[EXERCISE GOAL]:
Nothing should differ between your answer and the records below.

═════ SUPPLIED INFORMATION

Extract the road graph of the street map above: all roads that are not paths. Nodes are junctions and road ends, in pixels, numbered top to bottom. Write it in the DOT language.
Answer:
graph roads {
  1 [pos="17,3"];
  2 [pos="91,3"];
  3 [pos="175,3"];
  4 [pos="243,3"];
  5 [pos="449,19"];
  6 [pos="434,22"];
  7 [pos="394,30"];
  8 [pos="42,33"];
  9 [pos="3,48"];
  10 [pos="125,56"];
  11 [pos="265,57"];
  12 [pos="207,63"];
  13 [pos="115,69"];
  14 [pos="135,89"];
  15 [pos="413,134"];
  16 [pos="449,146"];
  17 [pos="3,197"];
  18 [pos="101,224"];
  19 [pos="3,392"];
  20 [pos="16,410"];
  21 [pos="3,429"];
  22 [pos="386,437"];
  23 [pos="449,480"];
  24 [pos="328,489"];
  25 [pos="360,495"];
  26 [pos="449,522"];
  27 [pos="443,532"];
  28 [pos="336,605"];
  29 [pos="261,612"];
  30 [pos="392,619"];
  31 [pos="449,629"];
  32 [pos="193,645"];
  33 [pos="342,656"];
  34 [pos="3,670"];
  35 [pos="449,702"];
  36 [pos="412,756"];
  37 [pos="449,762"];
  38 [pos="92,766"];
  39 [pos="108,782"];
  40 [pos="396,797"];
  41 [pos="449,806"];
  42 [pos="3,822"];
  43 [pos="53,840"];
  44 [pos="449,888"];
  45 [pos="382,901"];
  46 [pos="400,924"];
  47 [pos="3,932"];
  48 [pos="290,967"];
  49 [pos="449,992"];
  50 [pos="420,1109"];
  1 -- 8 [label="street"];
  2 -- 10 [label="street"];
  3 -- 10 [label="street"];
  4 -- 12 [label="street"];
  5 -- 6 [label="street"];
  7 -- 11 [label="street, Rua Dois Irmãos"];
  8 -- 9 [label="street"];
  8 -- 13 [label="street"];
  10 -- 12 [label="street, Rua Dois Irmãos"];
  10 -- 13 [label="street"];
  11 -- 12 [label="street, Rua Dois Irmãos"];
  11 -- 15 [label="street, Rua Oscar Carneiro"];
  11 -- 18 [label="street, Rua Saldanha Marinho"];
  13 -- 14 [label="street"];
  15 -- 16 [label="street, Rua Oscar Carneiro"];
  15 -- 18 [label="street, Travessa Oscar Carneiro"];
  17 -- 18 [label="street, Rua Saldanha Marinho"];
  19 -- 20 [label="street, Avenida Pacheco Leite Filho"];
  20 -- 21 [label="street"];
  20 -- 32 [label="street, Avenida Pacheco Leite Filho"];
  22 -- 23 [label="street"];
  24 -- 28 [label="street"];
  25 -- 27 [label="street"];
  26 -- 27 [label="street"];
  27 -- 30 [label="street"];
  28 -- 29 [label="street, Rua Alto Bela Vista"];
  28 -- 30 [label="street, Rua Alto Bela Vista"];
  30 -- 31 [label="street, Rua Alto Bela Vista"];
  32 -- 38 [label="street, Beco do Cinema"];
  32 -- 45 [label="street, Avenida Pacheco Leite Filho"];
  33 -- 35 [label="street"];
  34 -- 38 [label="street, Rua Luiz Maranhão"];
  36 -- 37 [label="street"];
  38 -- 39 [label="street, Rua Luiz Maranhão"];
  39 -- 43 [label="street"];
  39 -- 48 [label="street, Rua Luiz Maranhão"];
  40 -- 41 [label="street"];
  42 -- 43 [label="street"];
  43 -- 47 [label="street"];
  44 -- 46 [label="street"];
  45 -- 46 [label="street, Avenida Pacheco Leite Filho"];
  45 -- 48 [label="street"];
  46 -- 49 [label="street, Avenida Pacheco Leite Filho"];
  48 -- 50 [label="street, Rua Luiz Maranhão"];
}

══════════

[OUTPUT FOR THIS EXERCISE]:
Extract the road graph of the street map above: all roads that are not paths. Nodes are junctions and road ends, in pixels, numbered top to bottom. Write it in the DOT language.
Answer:
graph roads {
  1 [pos="17,3"];
  2 [pos="91,3"];
  3 [pos="175,3"];
  4 [pos="243,3"];
  5 [pos="449,19"];
  6 [pos="434,22"];
  7 [pos="394,30"];
  8 [pos="42,33"];
  9 [pos="3,48"];
  10 [pos="125,56"];
  11 [pos="265,57"];
  12 [pos="207,63"];
  13 [pos="115,69"];
  14 [pos="135,89"];
  15 [pos="413,134"];
  16 [pos="449,146"];
  17 [pos="3,197"];
  18 [pos="101,224"];
  19 [pos="3,392"];
  20 [pos="16,410"];
  21 [pos="3,429"];
  22 [pos="386,437"];
  23 [pos="449,480"];
  24 [pos="328,489"];
  25 [pos="360,495"];
  26 [pos="449,522"];
  27 [pos="443,532"];
  28 [pos="336,605"];
  29 [pos="261,612"];
  30 [pos="392,619"];
  31 [pos="449,629"];
  32 [pos="193,645"];
  33 [pos="342,656"];
  34 [pos="3,670"];
  35 [pos="449,702"];
  36 [pos="412,756"];
  37 [pos="449,762"];
  38 [pos="92,766"];
  39 [pos="108,782"];
  40 [pos="396,797"];
  41 [pos="449,806"];
  42 [pos="3,822"];
  43 [pos="53,840"];
  44 [pos="449,888"];
  45 [pos="382,901"];
  46 [pos="400,924"];
  47 [pos="3,932"];
  48 [pos="290,967"];
  49 [pos="449,992"];
  50 [pos="420,1109"];
  1 -- 8 [label="street"];
  2 -- 10 [label="street"];
  3 -- 10 [label="street"];
  4 -- 12 [label="street"];
  5 -- 6 [label="street"];
  7 -- 11 [label="street, Rua Dois Irmãos"];
  8 -- 9 [label="street"];
  8 -- 13 [label="street"];
  10 -- 12 [label="street, Rua Dois Irmãos"];
  10 -- 13 [label="street"];
  11 -- 12 [label="street, Rua Dois Irmãos"];
  11 -- 15 [label="street, Rua Oscar Carneiro"];
  11 -- 18 [label="street, Rua Saldanha Marinho"];
  13 -- 14 [label="street"];
  15 -- 16 [label="street, Rua Oscar Carneiro"];
  15 -- 18 [label="street, Travessa Oscar Carneiro"];
  17 -- 18 [label="street, Rua Saldanha Marinho"];
  19 -- 20 [label="street, Avenida Pacheco Leite Filho"];
  20 -- 21 [label="street"];
  20 -- 32 [label="street, Avenida Pacheco Leite Filho"];
  22 -- 23 [label="street"];
  24 -- 28 [label="street"];
  25 -- 27 [label="street"];
  26 -- 27 [label="street"];
  27 -- 30 [label="street"];
  28 -- 29 [label="street, Rua Alto Bela Vista"];
  28 -- 30 [label="street, Rua Alto Bela Vista"];
  30 -- 31 [label="street, Rua Alto Bela Vista"];
  32 -- 38 [label="street, Beco do Cinema"];
  32 -- 45 [label="street, Avenida Pacheco Leite Filho"];
  33 -- 35 [label="street"];
  34 -- 38 [label="street, Rua Luiz Maranhão"];
  36 -- 37 [label="street"];
  38 -- 39 [label="street, Rua Luiz Maranhão"];
  39 -- 43 [label="street"];
  39 -- 48 [label="street, Rua Luiz Maranhão"];
  40 -- 41 [label="street"];
  42 -- 43 [label="street"];
  43 -- 47 [label="street"];
  44 -- 46 [label="street"];
  45 -- 46 [label="street, Avenida Pacheco Leite Filho"];
  45 -- 48 [label="street"];
  46 -- 49 [label="street, Avenida Pacheco Leite Filho"];
  48 -- 50 [label="street, Rua Luiz Maranhão"];
}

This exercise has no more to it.